Govt defends legal aid plan

The Government is depending on discretion to cover the sort of personal injury cases highlighted last week by The Lawyer's legal aid campaign.

In an exclusive interview with The Lawyer in response to our article last week, Minister of State in the LCD Geoff Hoon claims that the as yet unspecified criteria of the Legal Services Commission could cover such cases, but they will not be included in the legislation. Critics, however, assert that this discretion and the capping of the funding code's budget will act as a deterrent against starting cases early in the year and as a complete block as the money runs out.

As the Standing Committee began to consider the Bill, Hoon tells us: “I am pretty confident that all but one of these cases would get legal aid subject, as you say, to discretion.”

The discretion is that of the Lord Chancellor, Lord Irvine, and eventually the Legal Services Commission.

Lord Irvine has identified three types of personal injury case which will still be eligible for public funding: cases with high initial investigative costs, those with high total costs and those with a public interest element.

These “directions” from Lord Irvine will be incorporated into the Legal Aid Board consultation document, “The Funding Code”, which will set down the criteria the Legal Services Commission will use to judge all legal aid applications.

However, there has been criticism that the consultation paper does not make the situation any clearer.

It offers a band of between £15,000 and £50,000 for the minimum value of a high-cost case. But it also admits that “public interest is open to a wide variety of interpretations”.

Hoon now says: “A public interest case means anything that involves a novel point of law and secondly has implications for the generality of people rather than the specific. The new proposals write in public interest as a specific criteria for legal aid funding in a way the existing rules do not.”

Consultation on the code ends on 30 May. But those who have argued for these “directions” or exemptions to be spelt out in the actual Bill will be disappointed.

“The funding code has to be approved by Parliament – the fact that it is not technically in the Bill does not make the slightest bit of difference,” argues Hoon.

“It is a part of our reform proposals. And there is nothing in there that should make them [lawyers] afraid that in the right kind of cases they will not receive assistance.”

The Law Society, which this week launches a high-profile campaign against the proposals (see panel), points out that even if a case passes the discretionary test, there may be no money available. Kamlesh Bahl, the society's vice-president, tells The Lawyer that the legal aid budget will be capped for the first time. “It's going to be a lottery,” she says. “They're rationing access to justice.”

Hoon says that the target of the changes in legal aid funding is the 81 per cent of personal injury cases with a total cost of less than £4,000 each. These are the cases which will be subject to conditional fee arrangements.

“This is money [legal aid paid on personal injury cases] we could spend more effectively elsewhere within the legal system,” says Hoon.

“We will not spend any less but believe that there are priorities within the system to help the most vulnerable people in society who are not well assisted by the traditional legal aid scheme.

“If personal injury work can operate as successfully as it does there is no particular justification for spending taxpayers money on it.”

Last week The Lawyer highlighted a series of high-cost cases, some with public interest dimensions, ranging from that of miner Ken Williams to Ben Smoldon, who broke his neck playing rugby. We said it was crucial that these cases be retained within a legal aid framework.

Hoon says all the cases, with the exception of the one involving Daniel Burnett, a 17-year-old cyclist who suffered severe head injuries when he was knocked down, will still qualify for legal aid.

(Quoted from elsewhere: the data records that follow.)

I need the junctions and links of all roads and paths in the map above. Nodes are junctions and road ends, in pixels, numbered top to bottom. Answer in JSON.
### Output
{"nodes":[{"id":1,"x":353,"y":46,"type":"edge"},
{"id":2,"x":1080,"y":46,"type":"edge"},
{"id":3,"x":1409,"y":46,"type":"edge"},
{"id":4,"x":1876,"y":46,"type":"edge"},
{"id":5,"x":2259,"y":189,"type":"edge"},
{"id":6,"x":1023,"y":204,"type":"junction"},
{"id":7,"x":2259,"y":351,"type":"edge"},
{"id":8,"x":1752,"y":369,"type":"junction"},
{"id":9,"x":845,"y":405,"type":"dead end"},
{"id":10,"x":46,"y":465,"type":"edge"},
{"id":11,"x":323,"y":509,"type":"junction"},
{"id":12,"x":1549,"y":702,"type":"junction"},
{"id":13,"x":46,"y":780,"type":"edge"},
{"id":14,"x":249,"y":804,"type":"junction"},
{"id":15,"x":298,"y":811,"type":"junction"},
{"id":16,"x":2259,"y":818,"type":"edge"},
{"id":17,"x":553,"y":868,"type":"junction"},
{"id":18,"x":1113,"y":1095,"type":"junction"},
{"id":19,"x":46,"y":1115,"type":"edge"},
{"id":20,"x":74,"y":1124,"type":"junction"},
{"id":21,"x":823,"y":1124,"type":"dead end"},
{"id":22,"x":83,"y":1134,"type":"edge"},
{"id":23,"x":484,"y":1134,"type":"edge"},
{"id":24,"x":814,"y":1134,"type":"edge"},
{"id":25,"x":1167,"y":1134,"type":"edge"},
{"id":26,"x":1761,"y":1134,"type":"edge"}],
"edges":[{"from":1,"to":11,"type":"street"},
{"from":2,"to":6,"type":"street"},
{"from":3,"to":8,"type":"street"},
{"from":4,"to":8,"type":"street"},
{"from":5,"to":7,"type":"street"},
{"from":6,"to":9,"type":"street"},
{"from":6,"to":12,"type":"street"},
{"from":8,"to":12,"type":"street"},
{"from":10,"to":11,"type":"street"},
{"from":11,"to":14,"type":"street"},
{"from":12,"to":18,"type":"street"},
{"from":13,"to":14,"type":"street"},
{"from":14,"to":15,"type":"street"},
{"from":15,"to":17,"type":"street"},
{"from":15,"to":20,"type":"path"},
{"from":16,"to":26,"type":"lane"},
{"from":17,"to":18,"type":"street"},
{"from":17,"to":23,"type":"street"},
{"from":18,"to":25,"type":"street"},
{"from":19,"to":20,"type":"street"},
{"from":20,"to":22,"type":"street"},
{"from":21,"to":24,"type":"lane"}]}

Burnett's case hinged on a dispute over conflicting witness statements. His solicitor Carol Jackson was able to prove that the weight of liability for the accident fell on the driver and Burnett, who will need medical help for the rest of his life, won his case.

Jackson says the dispute over the evidence makes it the sort of case lawyers will not take on a no win, no fee basis.

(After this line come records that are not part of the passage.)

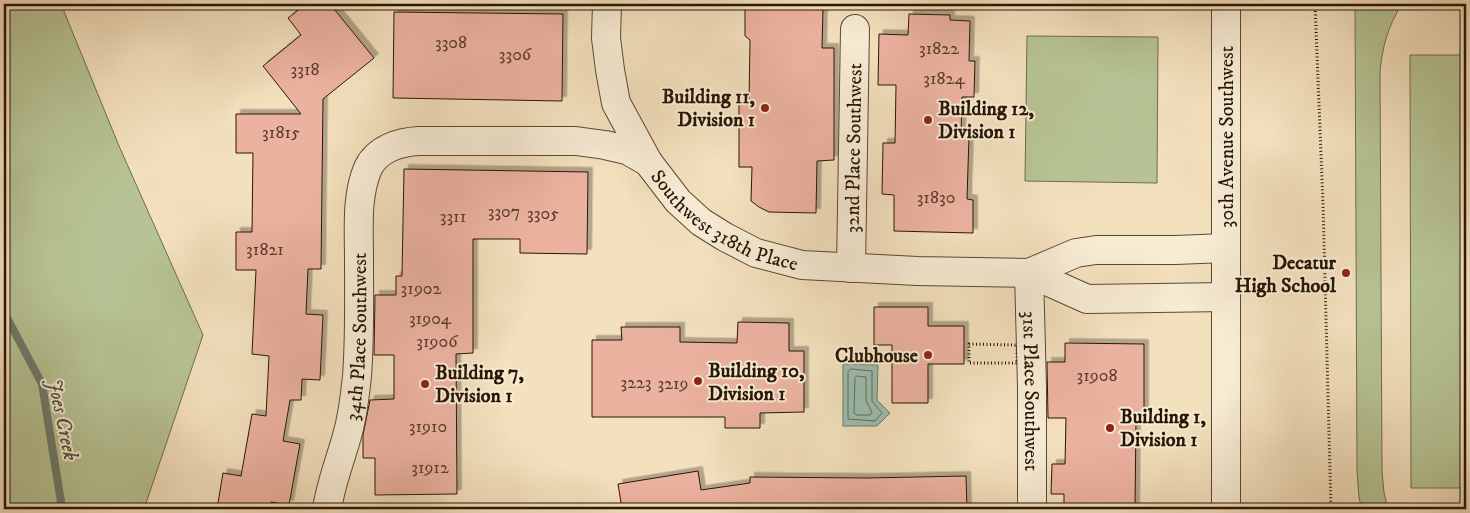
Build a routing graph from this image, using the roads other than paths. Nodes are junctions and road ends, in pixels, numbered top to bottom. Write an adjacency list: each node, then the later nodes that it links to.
1 (606, 4): 5 (street)
2 (1226, 4): 6 (street, 30th Avenue Southwest)
3 (855, 29): 7 (street, 32nd Place Southwest)
4 (371, 162): 5 (street, Southwest 318th Place); 10 (street, 34th Place Southwest)
5 (648, 162): 7 (street, Southwest 318th Place)
6 (1226, 248): 8 (street); 9 (street, 30th Avenue Southwest)
7 (852, 268): 8 (street, Southwest 318th Place)
8 (1029, 273): 9 (street); 11 (street, 31st Place Southwest)
9 (1226, 297): 12 (street, 30th Avenue Southwest)
10 (327, 509)
11 (1032, 509)
12 (1226, 509)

“I can't understand why it would not be taken on a conditional fee basis,” counters Hoon. “If the lawyer is saying to you that they are so doubtful about evidence that they are not sure they can win, then frankly those cases should not be taken.”

He adds: “I have no hesitation in saying that. If lawyers don't think cases are going to be successful then they should not take them. Nobody is benefiting from speculative litigation in that sense.”

However, Burnett won his case.

Hoon thinks the competition among lawyers offering conditional fee agreements will mean people will find lawyers to fight their cases.

He says: “There is enough opportunity for lawyers as a result of our proposals to extend these conditional fees and if particular firms choose not to there will be other firms who will move into the areas and operate very successfully. “The key to this is getting people in through the door with potentially good cases – [the more you do] the more chance you have of running good cases and recovering the costs.”

The Law Society polled backbench MPs and found that two thirds of those questioned agree that the proposals will restrict people's access to justice while a third say that legal aid should not be abolished for personal injury work.